Algunos debates en torno a historizar el presente

Luego de lo anterior se puede afirmar indiscutiblemente que la historia del presente es una historia particular, con un objeto definido (el tiempo presente), con metodologías propias (que pueden usar el testimonio oral, la televisión y el radio, los videojuegos, el internet y una nueva serie de fuentes inexistentes para periodos anteriores de la historia) y problemáticas particulares (como las dificultades para estudiar con hiperabundancia de fuentes, así como el cuestionamiento y las demandas de los testigos a la historia escrita por los historiadores).

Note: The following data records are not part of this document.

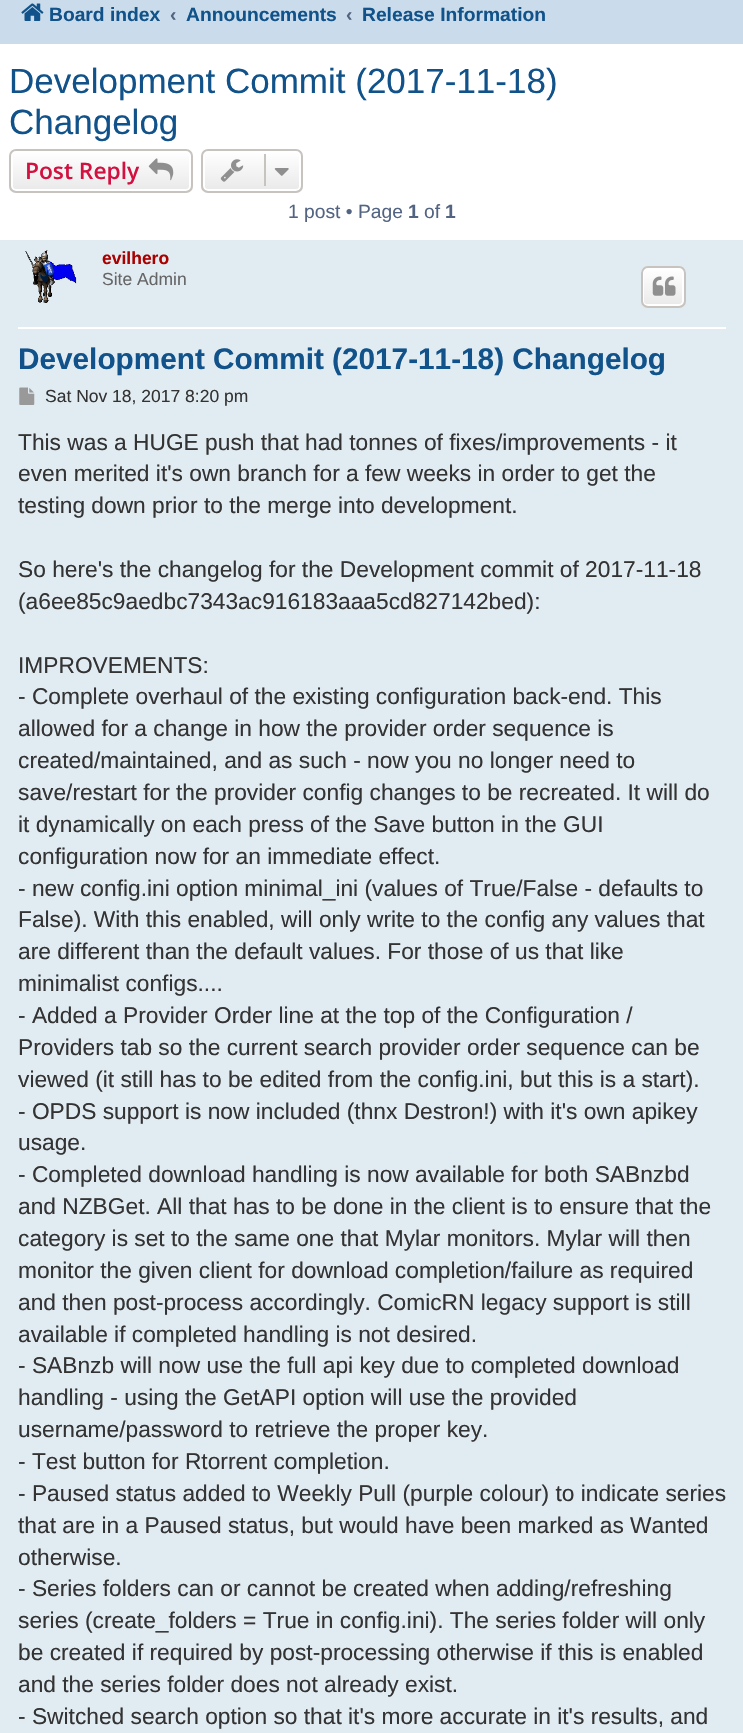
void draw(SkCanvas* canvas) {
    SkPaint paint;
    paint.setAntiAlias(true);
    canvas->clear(0xFFFFFFFF);
    paint.setColor(0xFFCADCEB);
    canvas->drawRect(SkRect::MakeXYWH(0, 0, 743, 44), paint);
    canvas->drawImageRect(SkImages::DeferredFromEncodedData(SkData::MakeFromFileName("img1.png")), SkRect::MakeXYWH(21, 3, 23, 18), SkSamplingOptions());
    SkFont font1(fontMgr->matchFamilyStyle("Liberation Sans", SkFontStyle::Bold()), 19.25f);
    font1.setSubpixel(true);
    paint.setColor(0xFF105289);
    canvas->drawString("Board index", 49, 21, font1, paint);
    paint.setColor(0xFF536482);
    canvas->drawString("‹", 170, 21, font1, paint);
    paint.setColor(0xFF105289);
    canvas->drawString("Announcements", 186, 21, font1, paint);
    paint.setColor(0xFF536482);
    canvas->drawString("‹", 346, 21, font1, paint);
    paint.setColor(0xFF105289);
    canvas->drawString("Release Information", 362, 21, font1, paint);
    SkFont font2(fontMgr->matchFamilyStyle("Liberation Sans", SkFontStyle::Normal()), 35);
    font2.setSubpixel(true);
    canvas->drawString("Development Commit (2017-11-18)", 9, 93, font2, paint);
    canvas->drawString("Changelog", 9, 134, font2, paint);
    canvas->save();
    canvas->clipPath(SkPathBuilder().moveTo(16, 149).lineTo(186, 149).cubicTo(190, 149, 193, 152, 193, 156).lineTo(193, 186).cubicTo(193, 190, 190, 193, 186, 193).lineTo(16, 193).cubicTo(12, 193, 9, 190, 9, 186).lineTo(9, 156).cubicTo(9, 152, 12, 149, 16, 149).close().detach(), true);
    {
        const SkColor colors[] = {0xFFFFFFFF, 0xFFE9E9E9};
        const float stops[] = {0, 1};
        const SkPoint ends[] = {{101, 151}, {101, 191}};
        paint.setShader(SkGradientShader::MakeLinear(ends, colors, stops, 2, SkTileMode::kClamp));
        paint.setAlpha(255);
    }
    canvas->drawRect(SkRect::MakeXYWH(9, 151, 184, 40), paint);
    canvas->restore();
    paint.setStyle(SkPaint::kStroke_Style);
    paint.setStrokeWidth(2);
    paint.setShader(nullptr);
    paint.setColor(0xFFFFFFFF);
    canvas->drawRoundRect(SkRect::MakeXYWH(12, 152, 178, 38), 4, 4, paint);
    paint.setColor(0xFFC7C3BF);
    canvas->drawRoundRect(SkRect::MakeXYWH(10, 150, 182, 42), 6, 6, paint);
    SkFont font3(fontMgr->matchFamilyStyle("Open Sans", SkFontStyle(600, SkFontStyle::kNormal_Width, SkFontStyle::kUpright_Slant)), 22.75f);
    font3.setSubpixel(true);
    paint.setStyle(SkPaint::kFill_Style);
    paint.setColor(0xFFD31141);
    canvas->drawString("Post Reply", 25, 179, font3, paint);
    canvas->drawImageRect(SkImages::DeferredFromEncodedData(SkData::MakeFromFileName("img2.png")), SkRect::MakeXYWH(148, 158, 26, 23), SkSamplingOptions());
    canvas->save();
    canvas->clipPath(SkPathBuilder().moveTo(208, 149).lineTo(296, 149).cubicTo(300, 149, 303, 152, 303, 156).lineTo(303, 186).cubicTo(303, 190, 300, 193, 296, 193).lineTo(208, 193).cubicTo(204, 193, 201, 190, 201, 186).lineTo(201, 156).cubicTo(201, 152, 204, 149, 208, 149).close().detach(), true);
    {
        const SkColor colors[] = {0xFFFFFFFF, 0xFFE9E9E9};
        const float stops[] = {0, 1};
        const SkPoint ends[] = {{252, 151}, {252, 191}};
        paint.setShader(SkGradientShader::MakeLinear(ends, colors, stops, 2, SkTileMode::kClamp));
        paint.setAlpha(255);
    }
    canvas->drawRect(SkRect::MakeXYWH(201, 151, 102, 40), paint);
    canvas->restore();
    paint.setStyle(SkPaint::kStroke_Style);
    paint.setShader(nullptr);
    paint.setColor(0xFFFFFFFF);
    canvas->drawRoundRect(SkRect::MakeXYWH(204, 152, 96, 38), 4, 4, paint);
    paint.setColor(0xFFC7C3BF);
    canvas->drawRoundRect(SkRect::MakeXYWH(202, 150, 100, 42), 6, 6, paint);
    canvas->drawImageRect(SkImages::DeferredFromEncodedData(SkData::MakeFromFileName("img3.png")), SkRect::MakeXYWH(220, 159, 24, 23), SkSamplingOptions());
    paint.setStyle(SkPaint::kFill_Style);
    canvas->drawRect(SkRect::MakeXYWH(264, 154, 2, 32), paint);
    canvas->drawImageRect(SkImages::DeferredFromEncodedData(SkData::MakeFromFileName("img4.png")), SkRect::MakeXYWH(274, 168, 15, 8), SkSamplingOptions());
    SkFont font4(fontMgr->matchFamilyStyle("Liberation Sans", SkFontStyle::Normal()), 19.25f);
    font4.setSubpixel(true);
    paint.setColor(0xFF536482);
    canvas->drawString("1 post • Page", 288, 218, font4, paint);
    canvas->drawString("1", 408, 218, font1, paint);
    canvas->drawString("of", 424, 218, font4, paint);
    canvas->drawString("1", 445, 218, font1, paint);
    paint.setColor(0xFFE1EBF2);
    canvas->drawRect(SkRect::MakeXYWH(0, 240, 743, 1493), paint);
    paint.setColor(0xFFFFFFFF);
    canvas->drawRect(SkRect::MakeXYWH(18, 327, 708, 2), paint);
    canvas->drawImageRect(SkImages::DeferredFromEncodedData(SkData::MakeFromFileName("img5.png")), SkRect::MakeXYWH(25, 250, 52, 53), SkSamplingOptions());
    SkFont font5(fontMgr->matchFamilyStyle("Liberation Sans", SkFontStyle::Bold()), 17.5f);
    font5.setSubpixel(true);
    paint.setColor(0xFFAA0000);
    canvas->drawString("evilhero", 102, 264, font5, paint);
    SkFont font6(fontMgr->matchFamilyStyle("Liberation Sans", SkFontStyle::Normal()), 17.5f);
    font6.setSubpixel(true);
    paint.setColor(0xFF666666);
    canvas->drawString("Site Admin", 102, 285, font6, paint);
    canvas->save();
    canvas->clipPath(SkPathBuilder().moveTo(648, 266).lineTo(679, 266).cubicTo(683, 266, 686, 269, 686, 273).lineTo(686, 301).cubicTo(686, 305, 683, 308, 679, 308).lineTo(648, 308).cubicTo(644, 308, 641, 305, 641, 301).lineTo(641, 273).cubicTo(641, 269, 644, 266, 648, 266).close().detach(), true);
    {
        const SkColor colors[] = {0xFFFFFFFF, 0xFFE9E9E9};
        const float stops[] = {0, 1};
        const SkPoint ends[] = {{663, 268}, {663, 306}};
        paint.setShader(SkGradientShader::MakeLinear(ends, colors, stops, 2, SkTileMode::kClamp));
        paint.setAlpha(255);
    }
    canvas->drawRect(SkRect::MakeXYWH(641, 268, 45, 38), paint);
    canvas->restore();
    paint.setStyle(SkPaint::kStroke_Style);
    paint.setShader(nullptr);
    paint.setColor(0xFFFFFFFF);
    canvas->drawRoundRect(SkRect::MakeXYWH(643, 269, 40, 36), 4, 4, paint);
    paint.setColor(0xFFC7C3BF);
    canvas->drawRoundRect(SkRect::MakeXYWH(642, 267, 43, 40), 6, 6, paint);
    canvas->drawImageRect(SkImages::DeferredFromEncodedData(SkData::MakeFromFileName("img6.png")), SkRect::MakeXYWH(652, 276, 24, 20), SkSamplingOptions());
    SkFont font7(fontMgr->matchFamilyStyle("Liberation Sans", SkFontStyle::Bold()), 29.75f);
    font7.setSubpixel(true);
    paint.setStyle(SkPaint::kFill_Style);
    paint.setColor(0xFF105289);
    canvas->drawString("Development Commit (2017-11-18) Changelog", 18, 369, font7, paint);
    canvas->drawImageRect(SkImages::DeferredFromEncodedData(SkData::MakeFromFileName("img7.png")), SkRect::MakeXYWH(19, 387, 16, 18), SkSamplingOptions());
    paint.setColor(0xFF333333);
    canvas->drawString("Sat Nov 18, 2017 8:20 pm", 45, 402, font6, paint);
    SkFont font8(fontMgr->matchFamilyStyle("Liberation Sans", SkFontStyle::Normal()), 22.75f);
    font8.setSubpixel(true);
    canvas->drawString("This was a HUGE push that had tonnes of fixes/improvements - it", 18, 450, font8, paint);
    canvas->drawString("even merited it's own branch for a few weeks in order to get the", 18, 481, font8, paint);
    canvas->drawString("testing down prior to the merge into development.", 18, 513, font8, paint);
    canvas->drawString("So here's the changelog for the Development commit of 2017-11-18", 18, 577, font8, paint);
    canvas->drawString("(a6ee85c9aedbc7343ac916183aaa5cd827142bed):", 18, 609, font8, paint);
    canvas->drawString("IMPROVEMENTS:", 18, 673, font8, paint);
    canvas->drawString("- Complete overhaul of the existing configuration back-end. This", 18, 704, font8, paint);
    canvas->drawString("allowed for a change in how the provider order sequence is", 18, 736, font8, paint);
    canvas->drawString("created/maintained, and as such - now you no longer need to", 18, 768, font8, paint);
    canvas->drawString("save/restart for the provider config changes to be recreated. It will do", 18, 800, font8, paint);
    canvas->drawString("it dynamically on each press of the Save button in the GUI", 18, 832, font8, paint);
    canvas->drawString("configuration now for an immediate effect.", 18, 864, font8, paint);
    canvas->drawString("- new config.ini option minimal_ini (values of True/False - defaults to", 18, 896, font8, paint);
    canvas->drawString("False). With this enabled, will only write to the config any values that", 18, 927, font8, paint);
    canvas->drawString("are different than the default values. For those of us that like", 18, 959, font8, paint);
    canvas->drawString("minimalist configs....", 18, 991, font8, paint);
    canvas->drawString("- Added a Provider Order line at the top of the Configuration /", 18, 1023, font8, paint);
    canvas->drawString("Providers tab so the current search provider order sequence can be", 18, 1055, font8, paint);
    canvas->drawString("viewed (it still has to be edited from the config.ini, but this is a start).", 18, 1087, font8, paint);
    canvas->drawString("- OPDS support is now included (thnx Destron!) with it's own apikey", 18, 1119, font8, paint);
    canvas->drawString("usage.", 18, 1150, font8, paint);
    canvas->drawString("- Completed download handling is now available for both SABnzbd", 18, 1182, font8, paint);
    canvas->drawString("and NZBGet. All that has to be done in the client is to ensure that the", 18, 1214, font8, paint);
    canvas->drawString("category is set to the same one that Mylar monitors. Mylar will then", 18, 1246, font8, paint);
    canvas->drawString("monitor the given client for download completion/failure as required", 18, 1278, font8, paint);
    canvas->drawString("and then post-process accordingly. ComicRN legacy support is still", 18, 1310, font8, paint);
    canvas->drawString("available if completed handling is not desired.", 18, 1342, font8, paint);
    canvas->drawString("- SABnzb will now use the full api key due to completed download", 18, 1373, font8, paint);
    canvas->drawString("handling - using the GetAPI option will use the provided", 18, 1405, font8, paint);
    canvas->drawString("username/password to retrieve the proper key.", 18, 1437, font8, paint);
    canvas->drawString("- Test button for Rtorrent completion.", 18, 1469, font8, paint);
    canvas->drawString("- Paused status added to Weekly Pull (purple colour) to indicate series", 18, 1501, font8, paint);
    canvas->drawString("that are in a Paused status, but would have been marked as Wanted", 18, 1533, font8, paint);
    canvas->drawString("otherwise.", 18, 1565, font8, paint);
    canvas->drawString("- Series folders can or cannot be created when adding/refreshing", 18, 1596, font8, paint);
    canvas->drawString("series (create_folders = True in config.ini). The series folder will only", 18, 1628, font8, paint);
    canvas->drawString("be created if required by post-processing otherwise if this is enabled", 18, 1660, font8, paint);
    canvas->drawString("and the series folder does not already exist.", 18, 1692, font8, paint);
    canvas->drawString("- Switched search option so that it's more accurate in it's results, and", 18, 1724, font8, paint);
}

Si la historia se ha definido en múltiples ocasiones como la ausencia, la muerte y el pasado, la historia del presente que estudia a los vivos (la ciencia de los hombres en el tiempo diría Marc Bloch acertadamente) cuestiona los cimientos de la historiografía más tradicional. En 1998 solicité una beca al Consejo Nacional de Ciencia y Tecnología (Conacyt) para estudiar el doctorado en historia en la Escuela de Altos Estudios en Ciencias Sociales en Francia. Al acudir a la entrevista, que era requisito, los dos historiadores que me entrevistaron me hicieron múltiples preguntas sobre mi tema de investigación (memorias sobre la dictadura cívico-militar en Uruguay); casi al final, una de las historiadoras me inquirió: “¿Y por qué te presentas en historia y no en sociología?”, y antes de que yo pudiera responder, el otro entrevistador, un hombre, le dijo: “Que tú y yo creamos que esto no es historia no significa que otros sí lo crean”. Yo salí llorando, segura de que no podría estudiar en Francia. Por fortuna me dieron la beca, pese a todo, y pasé seis años imbuyéndome de la historia del tiempo presente y la historia de la memoria.19

Veamos, entonces, más detenidamente la cuestión de las críticas, así como las posibles respuestas y argumentaciones a las mismas. En primer lugar, revisemos el asunto de la “subjetividad”. Y es que durante mucho tiempo el principal cuestionamiento a la historia del tiempo presente fue la imposibilidad de alcanzar la objetividad por la falta de distancia temporal. Si bien el historiador del presente se ve enfrentado a una historia que lo toca de cerca, esto no debería implicar –más que con otros objetos más lejanos– la distorsión de los hechos de manera que una narración verídica de la historia sea afectada. Lo difícil está en la manera de escribir las historias y en dar todos los elementos del rompecabezas evitando juzgar los hechos, aun teniendo una posición al respecto. Porque si bien el historiador debe tener una distancia crítica frente a su objeto de estudio, jamás será neutro –sea cual sea la distancia que lo separe. En el historiador no debe existir sino una sola conciencia, que es su conciencia de hombre o de mujer (Bédarida, 1993), lo que implica asumir el compromiso que tiene frente a lo narrado. En todo caso, el historiador del presente debe evitar las hemiplejías (González, 2016), la parálisis que, frente a la dificultad para encontrar el equilibrio entre subjetividad y objetividad, compromiso y distanciamiento, no permita hacer la narración histórica.

 

Hace tiempo que diversos historiadores señalaron que todas las historias son “subjetivas”, en el sentido de que el historiador siempre tiene una posición personal frente al objeto de estudio. No obstante, la cuestión de la subjetividad sigue siendo incómoda para algunos historiadores que reclaman el postulado positivista que desea una historia sin compromisos y sin debates teóricos que contaminen las fuentes primarias, única ventana al pasado: escribir la historia “como realmente fue”, decía Leopold von Ranke.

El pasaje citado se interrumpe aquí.